セルフタイマー、十秒
校門前に残ったのは、早乙女匡と御厨千歳、それから古いフィルムカメラだった。
「残り、たぶん三枚」
千歳が巻き上げレバーを動かす。卒業式の日くらいスマートフォンではなく、父から借りたカメラで撮りたいと言ったのは彼女だ。
門の横では用務員が立て看板を片づけ、卒業式の赤い文字が半分ずつ箱へ消えていく。通りかかった人に頼もうにも、もう在校生も保護者もいない。匡は門柱の向かいの花壇へカメラを置き、セルフタイマーを押した。
十秒。
二人で走る。匡の卒業証書の筒が落ちる。拾っている間にシャッターが切れた。
「あと二枚?」
「巻いてみる」
千歳がレバーを慎重に動かすと、もう一枚ぶん進んだ。
二回目。八秒で自転車の先生が前を横切った。
三回目を試す前に、千歳はフィルム残量の窓を見た。
「ほんとに最後」
千歳はレンズを布で拭き、髪を耳へかけた。制服姿を見られるのも今日が最後だと思うと、匡は急に緊張した。写真の失敗ではない。今日まで言えなかったことを、校門を出る前に言うつもりだった。
「押すよ」
タイマーが動き始める。
十。千歳が走る。
九。匡も追う。
八。門柱の前へ並ぶ。
七。肩が触れる。
六。匡は息を吸う。
五。「千歳」
四。「なに?」
三。「卒業しても」
二。言葉が詰まる。
一。千歳が匡の袖を引いた。
シャッターの音と同時に、匡は「好きだ」と言った。
現像できるのは一週間後だった。その場には、千歳の返事だけが残った。
「写真に声は写らないから、もう一回言って」
匡が言い直すと、千歳は笑って「私も」と答えた。
一週間後、写真屋の封筒を二人で開けた。最後の一枚には、正面を向くはずだった千歳が匡を見上げ、匡は口を開いた途中で写っていた。
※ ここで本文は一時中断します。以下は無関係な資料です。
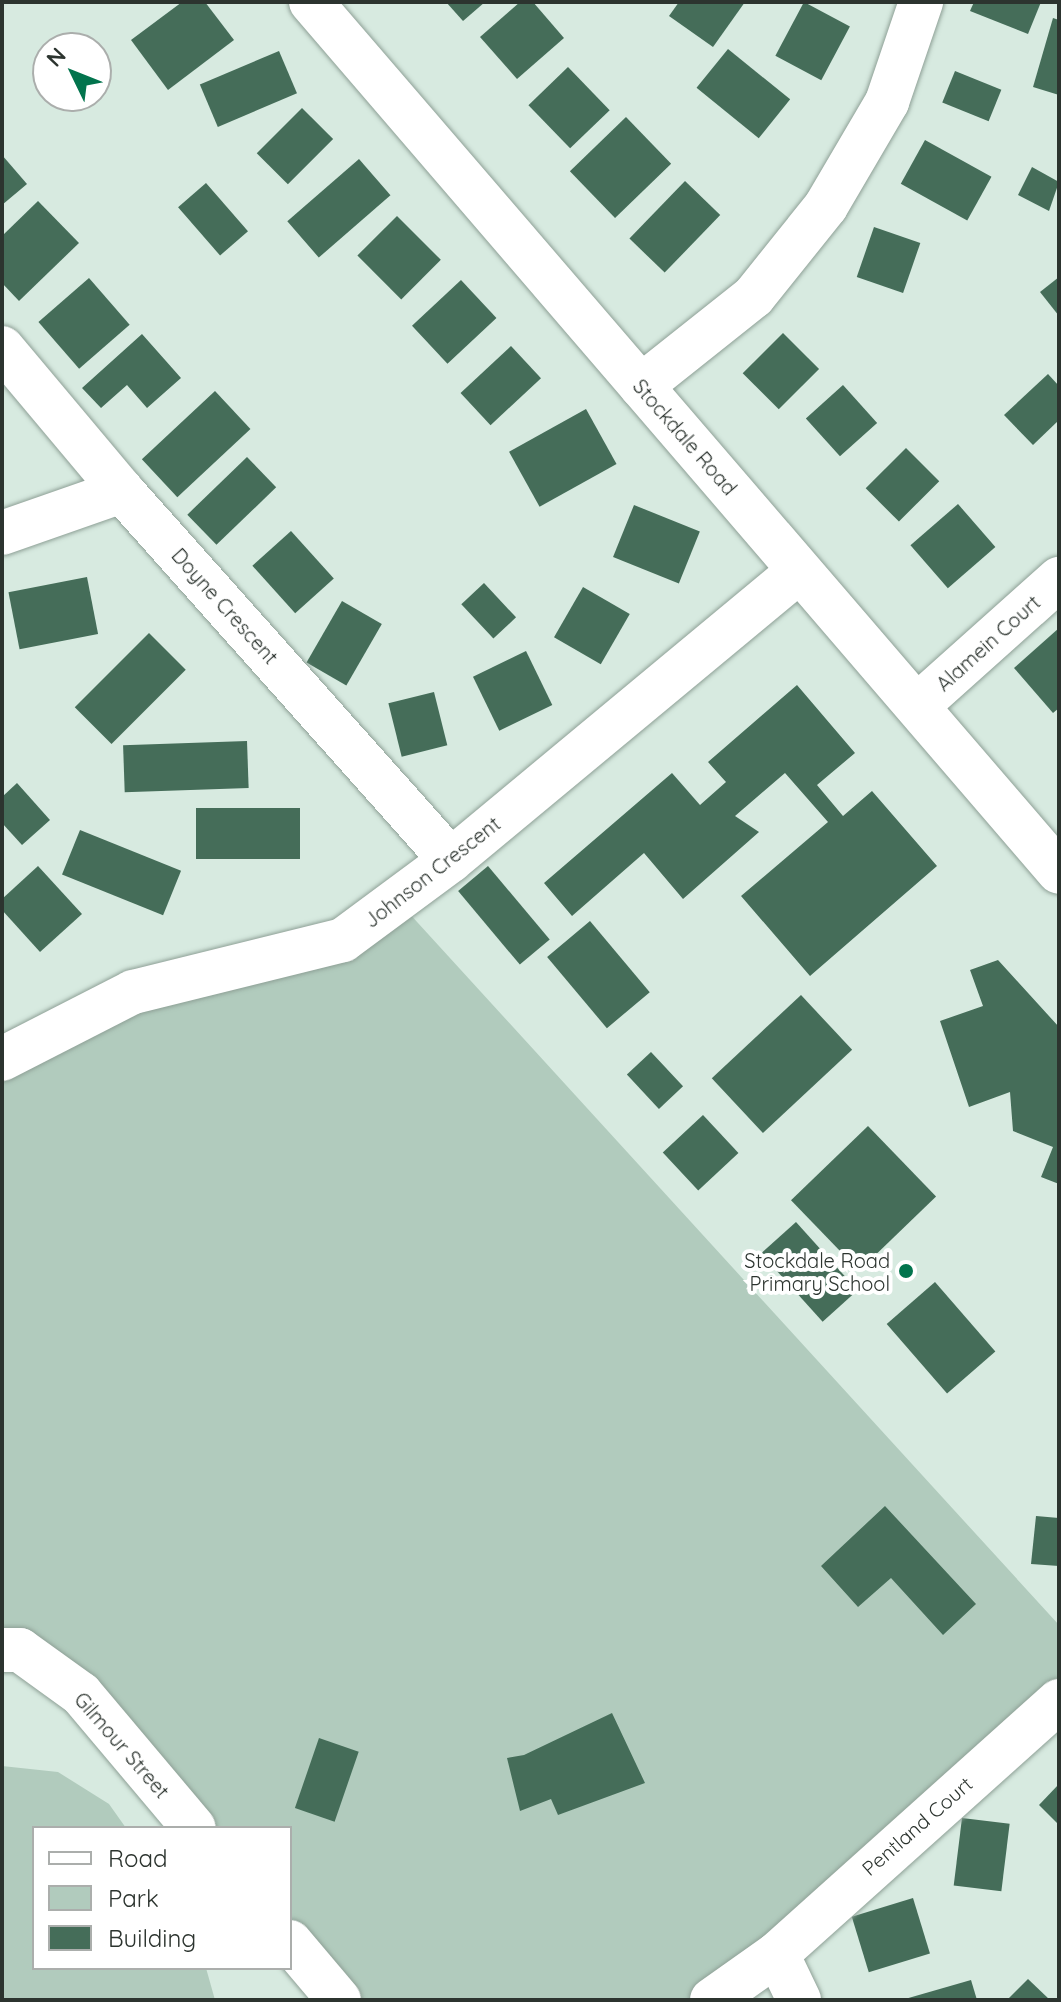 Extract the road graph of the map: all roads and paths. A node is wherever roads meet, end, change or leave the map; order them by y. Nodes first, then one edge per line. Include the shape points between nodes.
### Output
1 (311, 2) edge
2 (921, 2) edge
3 (2, 348) edge
4 (641, 386) junction
5 (122, 491) junction
6 (2, 533) edge
7 (799, 571) junction
8 (1059, 579) edge
9 (917, 706) junction
10 (451, 860) junction
11 (1059, 872) edge
12 (2, 1059) edge
13 (2, 1650) edge
14 (1059, 1701) edge
15 (192, 1826) edge
16 (292, 1944) edge
17 (777, 1954) junction
18 (339, 2000) edge
19 (712, 2000) edge
20 (799, 2000) edge

1 - 4 street, Stockdale Road
2 - 4 street via 887,102 826,206 754,296
3 - 5 street, Doyne Crescent
4 - 7 street, Stockdale Road
5 - 6 street
5 - 10 street, Doyne Crescent
7 - 9 street, Stockdale Road
7 - 10 street, Johnson Crescent
8 - 9 street, Alamein Court
9 - 11 street, Stockdale Road
10 - 12 street, Johnson Crescent via 343,940 133,992
13 - 15 street, Gilmour Street via 20,1650 81,1694
14 - 17 street, Pentland Court
16 - 18 street
17 - 19 street
17 - 20 street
ピントは門柱に合っている。二人の顔は少しぼけていた。
それでも千歳は、その写真を一番大きく焼き増しした。
「十秒で間に合わなかったものが、ちゃんと写ってる」
校名の下で、告白だけが永遠に言い終わらない一枚だった。
匡は焼き増しした写真の裏に、十から一までの数字を書いた。三の横に〈好きだ〉、一の横に〈私も〉。千歳はその下へ、零を書き足した。
〈ここから始まった〉
二人の卒業写真は、終わりを数えるためではなく、始まりまでの十秒を残すものになった。